We notice globally that the multinomial classifier performs better than the others. This is explained by the fact that the variables are correlated, as it was raised during the execution of the LDA. This decreases the performance of the latter and irregularities have been perceived up to date (in particular the training error which increases with the increase in the number of principal components).
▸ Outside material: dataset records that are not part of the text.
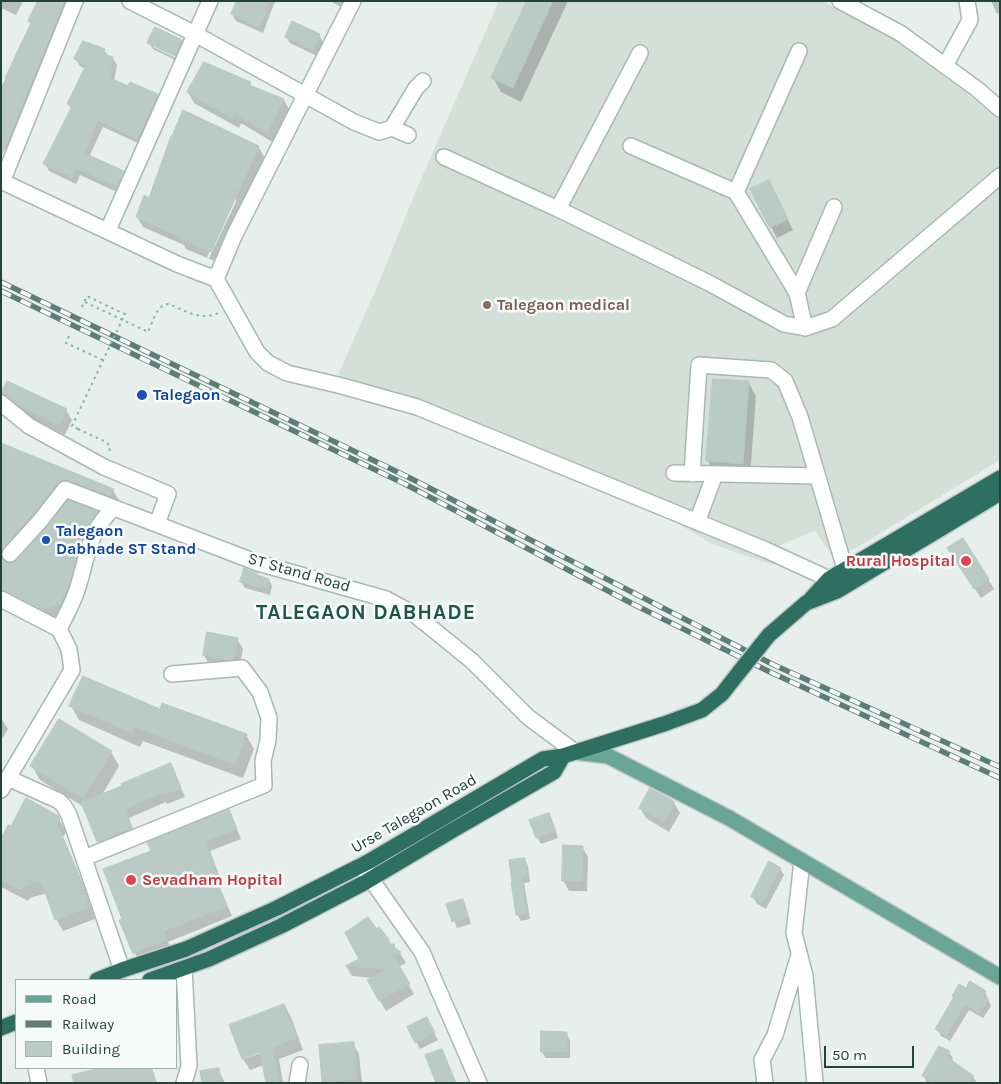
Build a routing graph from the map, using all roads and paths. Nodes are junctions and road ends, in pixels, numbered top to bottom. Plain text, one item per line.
1 (75, 1) edge
2 (130, 1) edge
3 (210, 1) edge
4 (353, 1) edge
5 (840, 1) edge
6 (967, 1) edge
7 (195, 34) junction
8 (799, 51) dead end
9 (640, 53) dead end
10 (946, 66) junction
11 (423, 82) dead end
12 (305, 95) junction
13 (1000, 109) edge
14 (392, 128) junction
15 (408, 136) dead end
16 (631, 146) dead end
17 (444, 157) dead end
18 (1000, 176) edge
19 (2, 182) edge
20 (736, 192) junction
21 (834, 207) dead end
22 (558, 209) junction
23 (108, 230) junction
24 (216, 279) junction
25 (797, 293) junction
26 (85, 302) junction
27 (230, 305) junction
28 (82, 307) dead end
29 (805, 328) junction
30 (69, 336) dead end
31 (103, 360) junction
32 (1, 403) edge
33 (106, 442) dead end
34 (674, 474) dead end
35 (692, 474) junction
36 (715, 474) junction
37 (817, 476) junction
38 (1000, 478) edge
39 (1000, 493) edge
40 (114, 508) junction
41 (697, 522) junction
42 (156, 524) junction
43 (10, 554) dead end
44 (846, 569) junction
45 (829, 579) junction
46 (1, 599) edge
47 (806, 604) junction
48 (59, 629) junction
49 (172, 674) dead end
50 (569, 754) junction
51 (5, 784) edge
52 (84, 858) junction
53 (802, 861) junction
54 (362, 865) junction
55 (371, 879) junction
56 (799, 953) junction
57 (184, 968) junction
58 (122, 970) junction
59 (1000, 977) edge
60 (100, 979) edge
61 (153, 979) edge
62 (300, 1065) dead end
63 (36, 1069) edge
64 (39, 1083) edge
65 (184, 1083) edge
66 (297, 1083) edge
67 (479, 1083) edge
68 (765, 1083) edge
69 (815, 1083) edge

1 - 19 street
2 - 7 street
3 - 7 street
4 - 12 street
5 - 10 street
6 - 10 street
7 - 12 street
7 - 23 street
8 - 20 street
9 - 22 street
10 - 13 street
11 - 14 street
12 - 14 street
12 - 24 street
14 - 15 street
16 - 20 street
17 - 22 street
18 - 29 street
19 - 23 street
20 - 25 street
21 - 25 street
22 - 29 street
23 - 24 street
24 - 27 street
25 - 29 street
26 - 27 path
26 - 28 path
26 - 31 path, bridge
27 - 41 street
30 - 31 path
31 - 33 path, bridge
32 - 42 street
34 - 35 street
35 - 36 street
35 - 37 street
36 - 37 street
36 - 41 street
37 - 44 street
38 - 44 highway
39 - 47 highway
40 - 42 street, ST Stand Road
40 - 43 street, ST Stand Road
40 - 48 street
41 - 45 street
42 - 50 street, ST Stand Road
44 - 45 highway
45 - 47 highway
46 - 48 street
47 - 50 highway, Urse Talegaon Road, bridge
48 - 51 street
49 - 52 street
50 - 53 main road
50 - 54 highway, Urse Talegaon Road
50 - 55 highway
51 - 52 street
52 - 58 street
53 - 56 street
53 - 59 main road
54 - 55 street
54 - 58 highway, Urse Talegaon Road
55 - 57 highway
55 - 67 street
56 - 68 street
56 - 69 street
57 - 61 highway
57 - 65 street
58 - 60 highway, Urse Talegaon Road
62 - 66 street
63 - 64 street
With regard to the naive bayes approach, it gives the greatest errors of classification and this is due to the fact that the main hypothesis of this model of classification is to consider the variables  independent, which is not our case. And which therefore distorts the results of this classifier. Let us compare for example the minimal errors obtained by the multinomial classifier and the naive bayes one:

```{r}
#Minimum possible error value
cross_validation_error("multinom", 127)[1]
cross_validation_error("bernoullinaivebayes", 93)[1]
```

We therefore punctuate our analysis by choosing the $\textbf{multinomial regression}$ classifier as being the most suitable for the analysis of our data. This classifier gives encouraging results with regard to training data and promises satisfactory results on a foreign database by choosing 127 principal components.

$\textbf{Note:}$ the execution and generation time of this file is extremely long. It is for this reason that we chose the values of principal components to display in each graph and thus save time, after having of course conclude that the values we left out were not relevant.